Problem to solve: Please transcribe every entry below exactly, without including the pictures.

*** Task data ***

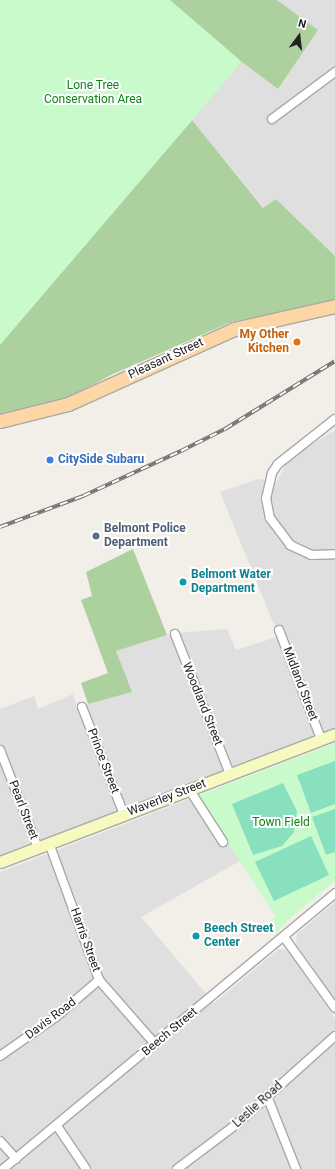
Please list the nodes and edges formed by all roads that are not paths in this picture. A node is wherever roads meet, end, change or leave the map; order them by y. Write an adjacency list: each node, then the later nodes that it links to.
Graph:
1 (335, 72): 2 (street)
2 (272, 119)
3 (335, 306): 5 (main road, Pleasant Street)
4 (335, 419): 6 (street)
5 (0, 421)
6 (335, 554)
7 (279, 630): 11 (street, Midland Street)
8 (175, 634): 13 (street, Woodland Street)
9 (82, 707): 15 (street, Prince Street)
10 (335, 734): 11 (street, Waverley Street)
11 (321, 739): 13 (street, Waverley Street)
12 (0, 750): 18 (street, Pearl Street)
13 (230, 774): 14 (street, Waverley Street)
14 (189, 789): 15 (street, Waverley Street); 16 (street)
15 (124, 815): 17 (street, Waverley Street)
16 (223, 842)
17 (49, 843): 18 (street, Waverley Street); 22 (street, Harris Street)
18 (38, 848): 19 (street, Waverley Street)
19 (0, 862)
20 (335, 894): 21 (street, Beech Street)
21 (284, 937): 23 (street); 25 (street, Beech Street)
22 (100, 980): 25 (street, Harris Street); 26 (street, Davis Road)
23 (335, 1008)
24 (335, 1036): 27 (street, Leslie Road)
25 (156, 1044): 28 (street, Beech Street)
26 (0, 1056)
27 (267, 1096): 31 (street, Leslie Road); 35 (street)
28 (57, 1126): 30 (street, Beech Street); 33 (street)
29 (0, 1141): 30 (street)
30 (16, 1159): 32 (street, Beech Street)
31 (192, 1165): 34 (street, Leslie Road)
32 (4, 1169)
33 (86, 1169)
34 (177, 1169)
35 (296, 1169)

***

Finished exercise:
Please list the nodes and edges formed by all roads that are not paths in this picture. A node is wherever roads meet, end, change or leave the map; order them by y. Write an adjacency list: each node, then the later nodes that it links to.
Graph:
1 (335, 72): 2 (street)
2 (272, 119)
3 (335, 306): 5 (main road, Pleasant Street)
4 (335, 419): 6 (street)
5 (0, 421)
6 (335, 554)
7 (279, 630): 11 (street, Midland Street)
8 (175, 634): 13 (street, Woodland Street)
9 (82, 707): 15 (street, Prince Street)
10 (335, 734): 11 (street, Waverley Street)
11 (321, 739): 13 (street, Waverley Street)
12 (0, 750): 18 (street, Pearl Street)
13 (230, 774): 14 (street, Waverley Street)
14 (189, 789): 15 (street, Waverley Street); 16 (street)
15 (124, 815): 17 (street, Waverley Street)
16 (223, 842)
17 (49, 843): 18 (street, Waverley Street); 22 (street, Harris Street)
18 (38, 848): 19 (street, Waverley Street)
19 (0, 862)
20 (335, 894): 21 (street, Beech Street)
21 (284, 937): 23 (street); 25 (street, Beech Street)
22 (100, 980): 25 (street, Harris Street); 26 (street, Davis Road)
23 (335, 1008)
24 (335, 1036): 27 (street, Leslie Road)
25 (156, 1044): 28 (street, Beech Street)
26 (0, 1056)
27 (267, 1096): 31 (street, Leslie Road); 35 (street)
28 (57, 1126): 30 (street, Beech Street); 33 (street)
29 (0, 1141): 30 (street)
30 (16, 1159): 32 (street, Beech Street)
31 (192, 1165): 34 (street, Leslie Road)
32 (4, 1169)
33 (86, 1169)
34 (177, 1169)
35 (296, 1169)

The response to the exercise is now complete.